[Collected data]
▬▬▬▬▬▬

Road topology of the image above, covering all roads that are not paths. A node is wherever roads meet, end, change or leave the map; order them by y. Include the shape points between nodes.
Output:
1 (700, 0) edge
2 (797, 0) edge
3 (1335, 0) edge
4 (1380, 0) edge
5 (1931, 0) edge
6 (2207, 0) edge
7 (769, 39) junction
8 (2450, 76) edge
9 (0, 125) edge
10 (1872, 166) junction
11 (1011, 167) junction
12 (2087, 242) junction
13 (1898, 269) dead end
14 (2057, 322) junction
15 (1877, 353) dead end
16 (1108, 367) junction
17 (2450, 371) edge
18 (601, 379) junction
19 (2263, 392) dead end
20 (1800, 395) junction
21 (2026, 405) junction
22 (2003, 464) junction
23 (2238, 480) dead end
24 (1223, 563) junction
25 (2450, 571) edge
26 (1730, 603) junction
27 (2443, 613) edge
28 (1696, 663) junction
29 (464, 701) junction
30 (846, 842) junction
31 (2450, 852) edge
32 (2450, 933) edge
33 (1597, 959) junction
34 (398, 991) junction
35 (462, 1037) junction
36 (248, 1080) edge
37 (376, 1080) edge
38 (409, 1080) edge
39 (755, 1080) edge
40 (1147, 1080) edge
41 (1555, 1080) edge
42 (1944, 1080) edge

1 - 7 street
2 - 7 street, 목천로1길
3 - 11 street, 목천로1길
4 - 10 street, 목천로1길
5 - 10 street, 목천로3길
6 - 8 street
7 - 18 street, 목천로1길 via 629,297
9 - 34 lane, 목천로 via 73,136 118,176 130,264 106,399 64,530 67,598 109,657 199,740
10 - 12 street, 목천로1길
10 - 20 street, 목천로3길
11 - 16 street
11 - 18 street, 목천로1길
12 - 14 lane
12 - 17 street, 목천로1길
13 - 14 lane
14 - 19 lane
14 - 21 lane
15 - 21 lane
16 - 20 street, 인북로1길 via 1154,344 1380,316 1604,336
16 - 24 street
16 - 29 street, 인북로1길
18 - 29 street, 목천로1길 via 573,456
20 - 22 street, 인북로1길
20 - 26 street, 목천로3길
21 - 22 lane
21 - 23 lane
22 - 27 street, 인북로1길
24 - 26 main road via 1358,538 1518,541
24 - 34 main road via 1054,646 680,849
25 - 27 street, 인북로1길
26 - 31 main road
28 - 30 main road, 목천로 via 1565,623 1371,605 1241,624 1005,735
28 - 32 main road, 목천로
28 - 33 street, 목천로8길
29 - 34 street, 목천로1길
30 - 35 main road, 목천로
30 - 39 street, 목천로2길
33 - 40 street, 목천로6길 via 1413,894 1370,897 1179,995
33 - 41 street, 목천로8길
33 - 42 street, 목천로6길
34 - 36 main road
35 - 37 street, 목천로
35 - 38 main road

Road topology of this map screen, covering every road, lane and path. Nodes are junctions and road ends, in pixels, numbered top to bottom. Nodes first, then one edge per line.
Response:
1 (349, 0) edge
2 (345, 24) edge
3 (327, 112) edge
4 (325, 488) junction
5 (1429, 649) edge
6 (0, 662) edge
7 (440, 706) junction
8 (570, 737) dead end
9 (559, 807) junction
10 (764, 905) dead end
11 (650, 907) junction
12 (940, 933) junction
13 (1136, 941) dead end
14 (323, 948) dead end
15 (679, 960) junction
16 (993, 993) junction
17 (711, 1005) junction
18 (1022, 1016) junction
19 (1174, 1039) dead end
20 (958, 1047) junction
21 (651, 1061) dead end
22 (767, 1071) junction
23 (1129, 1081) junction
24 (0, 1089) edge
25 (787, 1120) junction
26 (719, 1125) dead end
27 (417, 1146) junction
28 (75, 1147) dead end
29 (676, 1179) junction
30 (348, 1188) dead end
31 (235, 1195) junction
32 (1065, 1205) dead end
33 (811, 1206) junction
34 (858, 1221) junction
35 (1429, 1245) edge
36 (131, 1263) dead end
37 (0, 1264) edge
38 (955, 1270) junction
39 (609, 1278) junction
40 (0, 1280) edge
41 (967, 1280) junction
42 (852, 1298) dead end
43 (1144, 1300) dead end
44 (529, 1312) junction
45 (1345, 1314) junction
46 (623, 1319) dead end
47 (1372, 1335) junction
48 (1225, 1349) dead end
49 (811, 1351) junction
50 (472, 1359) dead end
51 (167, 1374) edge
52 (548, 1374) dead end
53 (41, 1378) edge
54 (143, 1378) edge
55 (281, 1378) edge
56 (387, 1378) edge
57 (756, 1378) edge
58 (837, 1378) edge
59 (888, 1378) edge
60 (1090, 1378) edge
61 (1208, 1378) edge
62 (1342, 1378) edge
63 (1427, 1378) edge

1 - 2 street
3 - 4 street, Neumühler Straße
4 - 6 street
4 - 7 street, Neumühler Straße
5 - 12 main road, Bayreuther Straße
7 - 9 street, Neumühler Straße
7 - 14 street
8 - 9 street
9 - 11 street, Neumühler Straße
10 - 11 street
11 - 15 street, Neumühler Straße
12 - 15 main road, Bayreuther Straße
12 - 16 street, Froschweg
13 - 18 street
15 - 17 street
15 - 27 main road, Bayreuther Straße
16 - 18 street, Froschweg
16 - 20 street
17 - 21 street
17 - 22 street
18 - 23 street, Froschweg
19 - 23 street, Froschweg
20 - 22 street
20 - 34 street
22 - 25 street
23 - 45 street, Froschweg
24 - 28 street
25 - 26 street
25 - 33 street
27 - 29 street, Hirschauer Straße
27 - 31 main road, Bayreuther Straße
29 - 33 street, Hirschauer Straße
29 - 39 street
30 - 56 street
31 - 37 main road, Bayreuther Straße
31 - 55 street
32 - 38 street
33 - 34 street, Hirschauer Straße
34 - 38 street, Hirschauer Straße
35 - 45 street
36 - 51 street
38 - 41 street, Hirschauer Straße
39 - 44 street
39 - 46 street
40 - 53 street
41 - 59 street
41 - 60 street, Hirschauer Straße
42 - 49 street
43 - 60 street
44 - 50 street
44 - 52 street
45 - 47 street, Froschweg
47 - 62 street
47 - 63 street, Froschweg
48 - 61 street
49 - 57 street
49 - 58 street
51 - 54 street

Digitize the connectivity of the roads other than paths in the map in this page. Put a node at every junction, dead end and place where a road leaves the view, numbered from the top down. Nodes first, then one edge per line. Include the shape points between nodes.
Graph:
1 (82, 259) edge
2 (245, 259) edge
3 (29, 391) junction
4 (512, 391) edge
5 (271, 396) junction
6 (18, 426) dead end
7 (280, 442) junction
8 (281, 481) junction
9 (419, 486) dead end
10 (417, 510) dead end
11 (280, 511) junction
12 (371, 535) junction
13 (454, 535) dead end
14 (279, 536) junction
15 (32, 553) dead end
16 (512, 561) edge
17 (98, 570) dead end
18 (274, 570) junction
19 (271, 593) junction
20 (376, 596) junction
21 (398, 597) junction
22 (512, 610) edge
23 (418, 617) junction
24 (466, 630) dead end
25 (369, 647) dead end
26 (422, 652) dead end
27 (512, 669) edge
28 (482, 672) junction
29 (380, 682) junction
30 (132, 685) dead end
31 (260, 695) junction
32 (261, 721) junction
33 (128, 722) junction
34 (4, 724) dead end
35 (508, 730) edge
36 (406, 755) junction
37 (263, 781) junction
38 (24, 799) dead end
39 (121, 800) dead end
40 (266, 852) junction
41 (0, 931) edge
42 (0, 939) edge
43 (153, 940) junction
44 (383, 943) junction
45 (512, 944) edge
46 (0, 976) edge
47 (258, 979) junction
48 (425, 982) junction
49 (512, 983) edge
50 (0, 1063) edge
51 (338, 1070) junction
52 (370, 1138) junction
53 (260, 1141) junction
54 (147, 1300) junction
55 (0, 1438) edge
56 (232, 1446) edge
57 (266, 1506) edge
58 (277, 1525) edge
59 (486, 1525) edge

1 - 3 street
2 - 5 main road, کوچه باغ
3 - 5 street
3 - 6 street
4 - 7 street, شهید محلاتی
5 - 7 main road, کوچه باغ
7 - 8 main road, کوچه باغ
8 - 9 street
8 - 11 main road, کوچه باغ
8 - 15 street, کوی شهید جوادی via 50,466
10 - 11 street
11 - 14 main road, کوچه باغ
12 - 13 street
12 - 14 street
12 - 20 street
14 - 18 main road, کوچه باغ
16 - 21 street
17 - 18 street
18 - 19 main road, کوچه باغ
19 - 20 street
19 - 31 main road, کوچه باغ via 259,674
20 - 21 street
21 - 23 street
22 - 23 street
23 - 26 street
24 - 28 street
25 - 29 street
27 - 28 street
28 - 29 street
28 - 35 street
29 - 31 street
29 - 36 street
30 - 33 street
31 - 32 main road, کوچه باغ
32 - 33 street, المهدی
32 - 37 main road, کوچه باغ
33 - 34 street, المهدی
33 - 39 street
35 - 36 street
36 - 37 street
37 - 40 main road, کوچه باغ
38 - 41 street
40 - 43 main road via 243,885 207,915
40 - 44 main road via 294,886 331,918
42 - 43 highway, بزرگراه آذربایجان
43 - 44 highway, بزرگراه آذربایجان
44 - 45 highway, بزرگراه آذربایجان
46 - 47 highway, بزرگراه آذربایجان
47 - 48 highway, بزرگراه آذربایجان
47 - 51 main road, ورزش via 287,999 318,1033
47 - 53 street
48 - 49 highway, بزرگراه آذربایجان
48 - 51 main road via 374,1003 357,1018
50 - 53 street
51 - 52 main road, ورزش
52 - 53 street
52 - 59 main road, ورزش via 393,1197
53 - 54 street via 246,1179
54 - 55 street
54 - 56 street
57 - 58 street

▬▬▬▬▬▬

# [WORK TASK]
Report back each line of the entries that holds the string "ورزش".

# [SOLUTION TO THIS PROBLEM]
47 - 51 main road, ورزش via 287,999 318,1033
51 - 52 main road, ورزش
52 - 59 main road, ورزش via 393,1197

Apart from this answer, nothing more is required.